Maya FaceTimed me immediately. "Actually, it's iconic," she insisted. "Very avant-garde. Very 'I did this on purpose and I'm secure.'"
"Very 'I'm going to die of embarrassment' is more like it." Because tomorrow was the first baseball game of the season, and I was the starting pitcher. The entire school would be there, including Jordan, who'd finally noticed me at lunch last week.
I spent all night researching fixes. Lemon juice would only make it blonder. Box dye over it? Risky. Which is how I ended up at school the next day wearing a beanie in 70-degree weather, sweating through first period while my teammates gathered around my locker like they'd never seen someone commit social suicide before.

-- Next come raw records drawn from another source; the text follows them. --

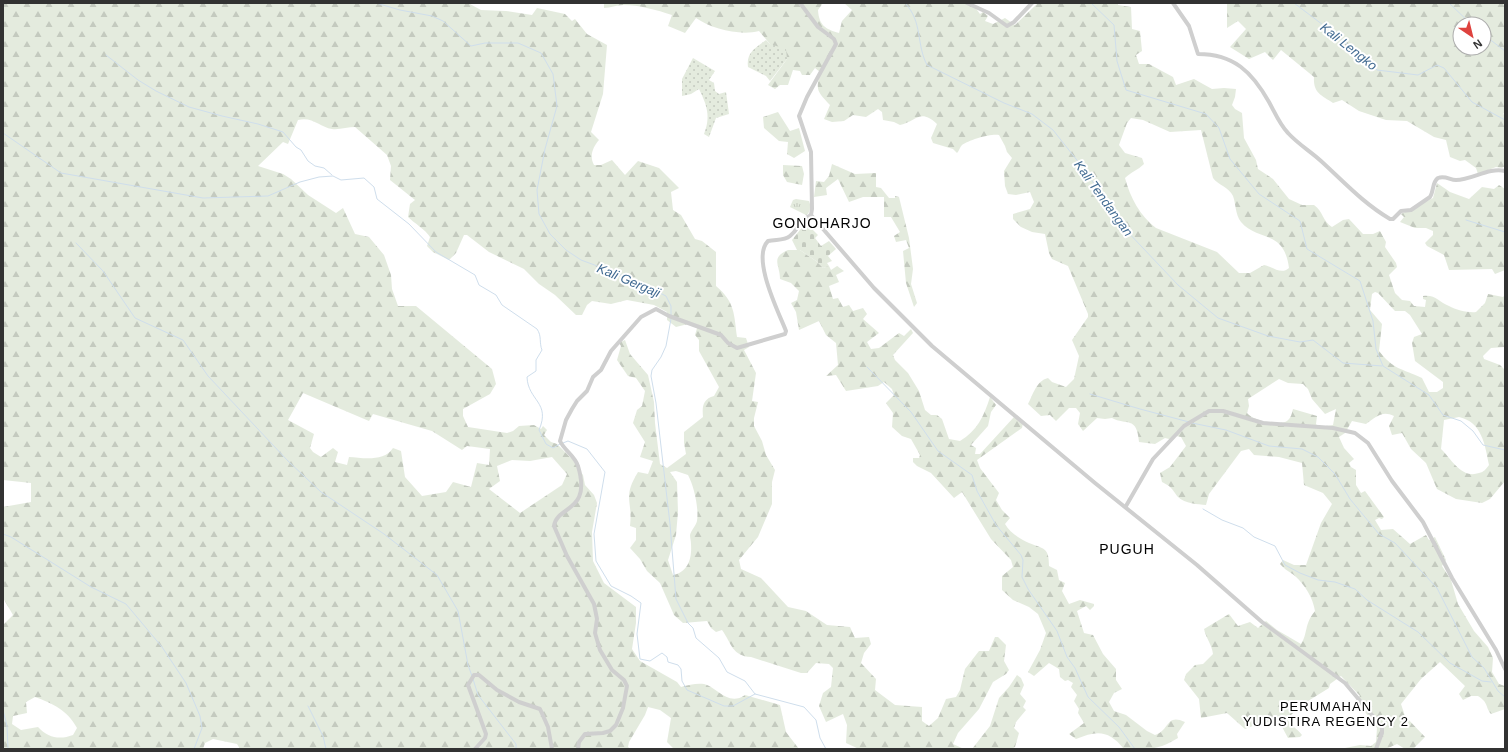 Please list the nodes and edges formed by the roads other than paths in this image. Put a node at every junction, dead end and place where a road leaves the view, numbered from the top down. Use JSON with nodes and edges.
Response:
{"nodes":[{"id":1,"x":800,"y":3,"type":"edge"},
{"id":2,"x":967,"y":3,"type":"edge"},
{"id":3,"x":1032,"y":3,"type":"edge"},
{"id":4,"x":1173,"y":3,"type":"edge"},
{"id":5,"x":1505,"y":171,"type":"edge"},
{"id":6,"x":811,"y":215,"type":"junction"},
{"id":7,"x":1126,"y":506,"type":"junction"},
{"id":8,"x":1505,"y":669,"type":"edge"},
{"id":9,"x":475,"y":749,"type":"edge"},
{"id":10,"x":552,"y":749,"type":"edge"},
{"id":11,"x":578,"y":749,"type":"edge"},
{"id":12,"x":1376,"y":749,"type":"edge"}],
"edges":[{"from":1,"to":6,"type":"street"},
{"from":2,"to":3,"type":"street"},
{"from":4,"to":5,"type":"street"},
{"from":6,"to":7,"type":"street"},
{"from":6,"to":11,"type":"street"},
{"from":7,"to":8,"type":"street"},
{"from":7,"to":12,"type":"street"},
{"from":9,"to":10,"type":"street"}]} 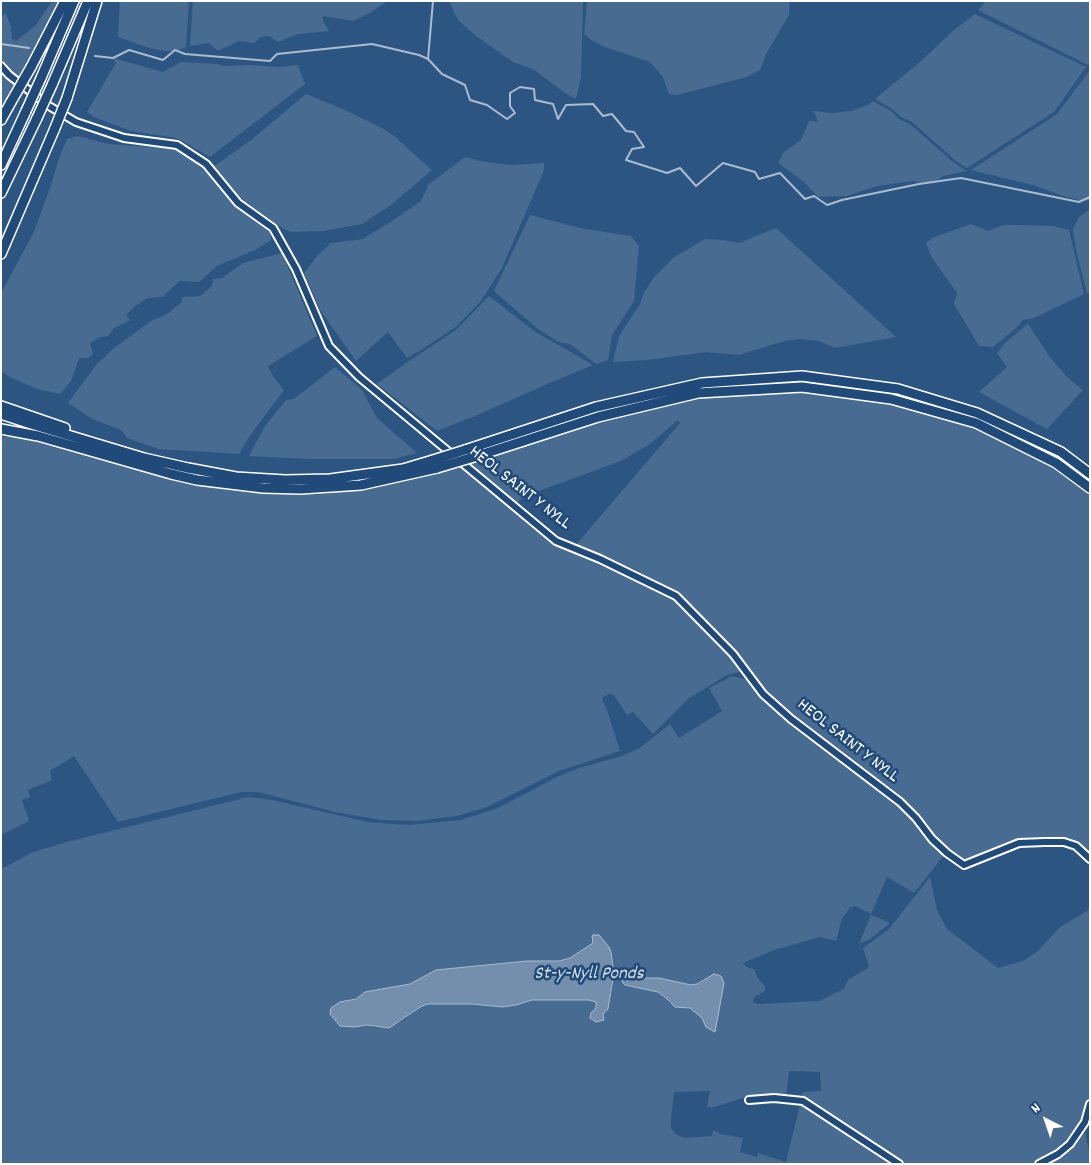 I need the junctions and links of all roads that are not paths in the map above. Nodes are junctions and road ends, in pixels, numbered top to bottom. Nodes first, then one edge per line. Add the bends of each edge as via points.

"Bro, you look like a pumpkin," said Ryan, the shortstop who'd been crushing on me since seventh grade and chose to express it by being annoying 24/7.
"Shut up, Ryan."
"Actually," said Jordan from behind him, and my stomach did that thing it does whenever Jordan appears within a 50-foot radius, "it's kinda cool. Like, really bold. You're just gonna own it?"
I pulled off the beanie. The orange hair puffed out like I'd stuck my finger in an electrical socket. A freshman gasped. Someone actually took a picture.
"Yeah," I said, surprised that my voice didn't shake. "I'm gonna own it."
And you know what? I pitched a no-hitter that game. Not because hair color suddenly made me athletic (lol), but because what was the worst that could happen? I already looked like a human-sized fruit. Nothing else mattered.
Afterward, Jordan found me by the dugout. "Hey. Your hair's actually really cool. Like, confidence level: expert."
"Thanks. It's called 'disaster turned aesthetic.' You should try it sometime."
Jordan laughed. And the next day, I found an orange hair tie on my locker with a note: For the bravest pitcher I know.
Maya still thinks I did it on purpose. I'm not correcting her. Sometimes the best identity crises are the ones you just roll with.